The entries that follow should come back exactly, with no pictures among them.

......

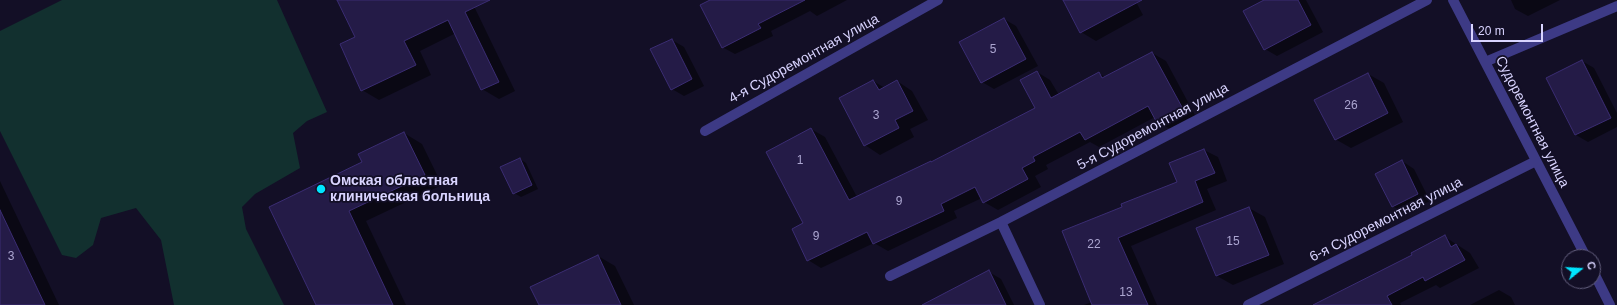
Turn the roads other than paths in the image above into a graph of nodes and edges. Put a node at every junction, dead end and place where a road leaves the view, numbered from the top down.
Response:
1 (938, 0) edge
2 (1426, 0) edge
3 (1453, 0) edge
4 (1617, 6) edge
5 (1485, 62) junction
6 (704, 131) dead end
7 (1536, 161) junction
8 (1000, 222) junction
9 (1582, 249) edge
10 (890, 276) dead end
11 (1601, 287) edge
12 (1617, 301) edge
13 (1040, 305) edge
14 (1248, 305) edge
15 (1610, 305) edge

1 - 6 street, 4-я Судоремонтная улица
2 - 8 street, 5-я Судоремонтная улица
3 - 5 street, Судоремонтная улица
4 - 5 street
5 - 7 street, Судоремонтная улица
7 - 9 street, Судоремонтная улица
7 - 14 street, 6-я Судоремонтная улица
8 - 10 street, 5-я Судоремонтная улица
8 - 13 street
11 - 15 street
12 - 15 street

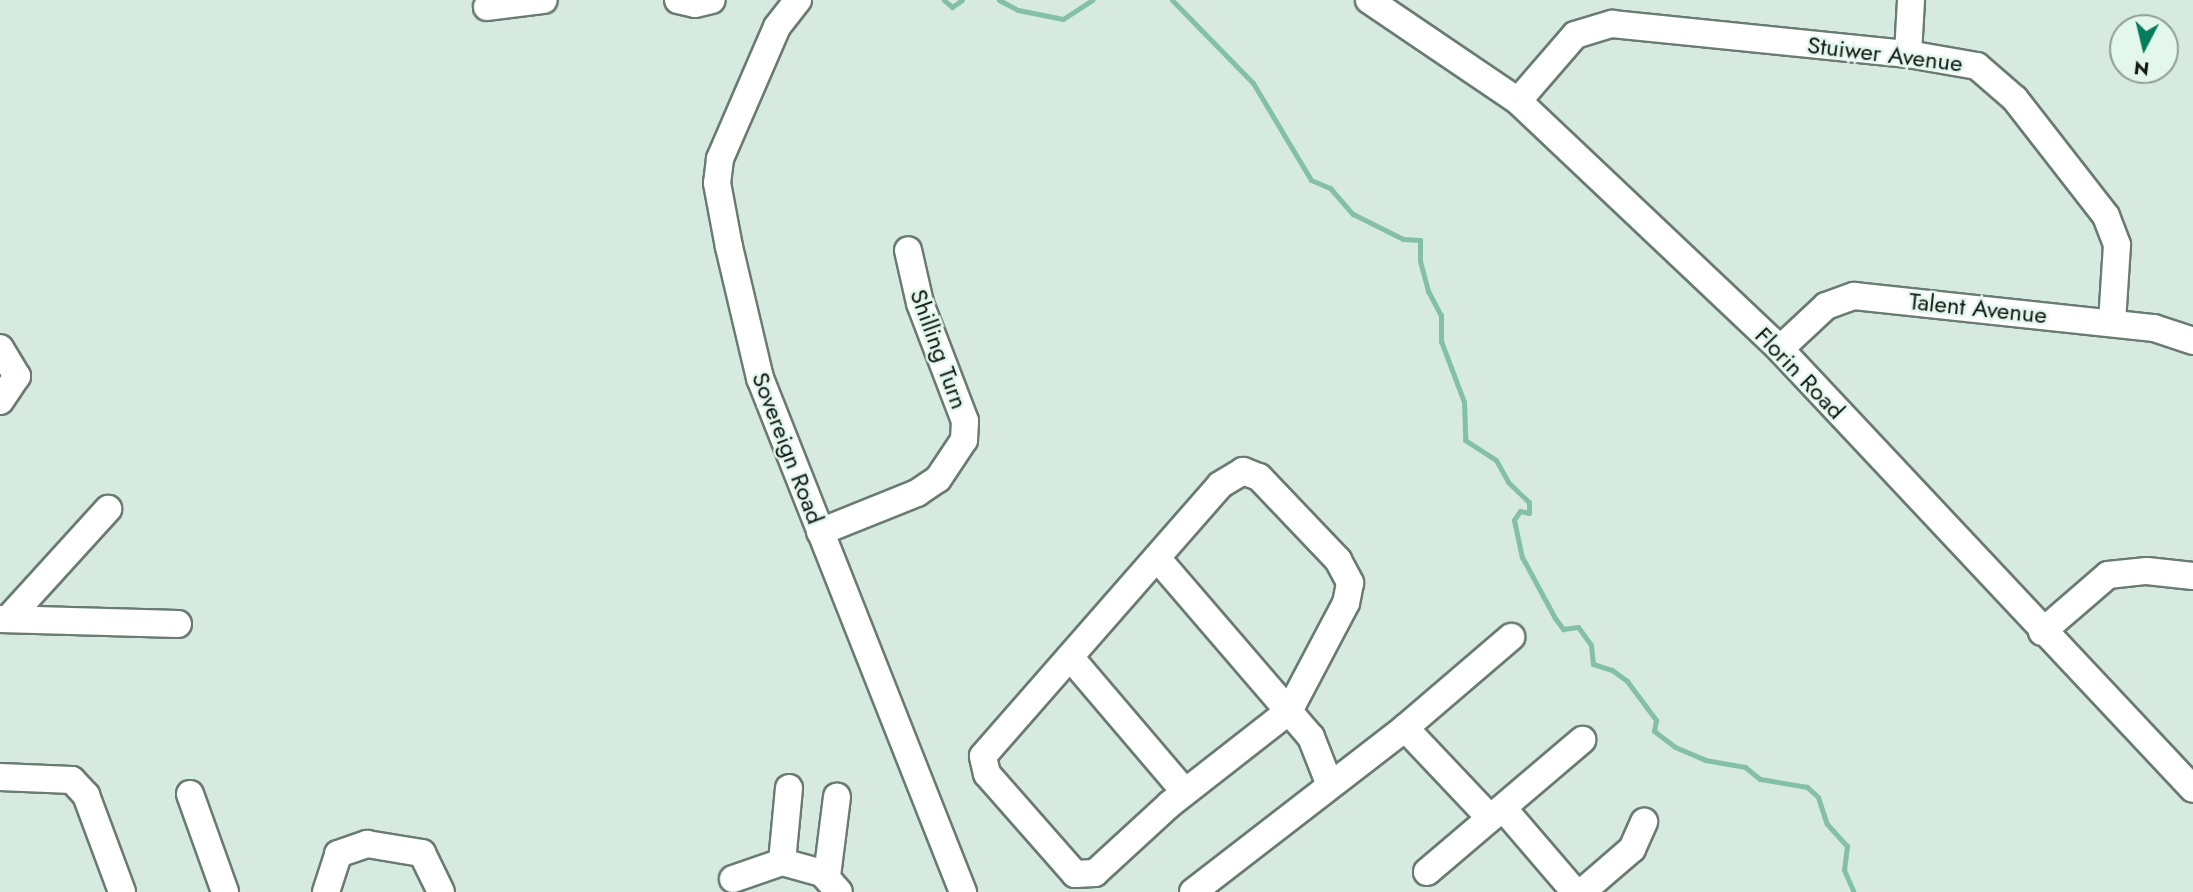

......

Reply to the exercise:
Turn the roads other than paths in the image above into a graph of nodes and edges. Put a node at every junction, dead end and place where a road leaves the view, numbered from the top down.
Response:
1 (938, 0) edge
2 (1426, 0) edge
3 (1453, 0) edge
4 (1617, 6) edge
5 (1485, 62) junction
6 (704, 131) dead end
7 (1536, 161) junction
8 (1000, 222) junction
9 (1582, 249) edge
10 (890, 276) dead end
11 (1601, 287) edge
12 (1617, 301) edge
13 (1040, 305) edge
14 (1248, 305) edge
15 (1610, 305) edge

1 - 6 street, 4-я Судоремонтная улица
2 - 8 street, 5-я Судоремонтная улица
3 - 5 street, Судоремонтная улица
4 - 5 street
5 - 7 street, Судоремонтная улица
7 - 9 street, Судоремонтная улица
7 - 14 street, 6-я Судоремонтная улица
8 - 10 street, 5-я Судоремонтная улица
8 - 13 street
11 - 15 street
12 - 15 street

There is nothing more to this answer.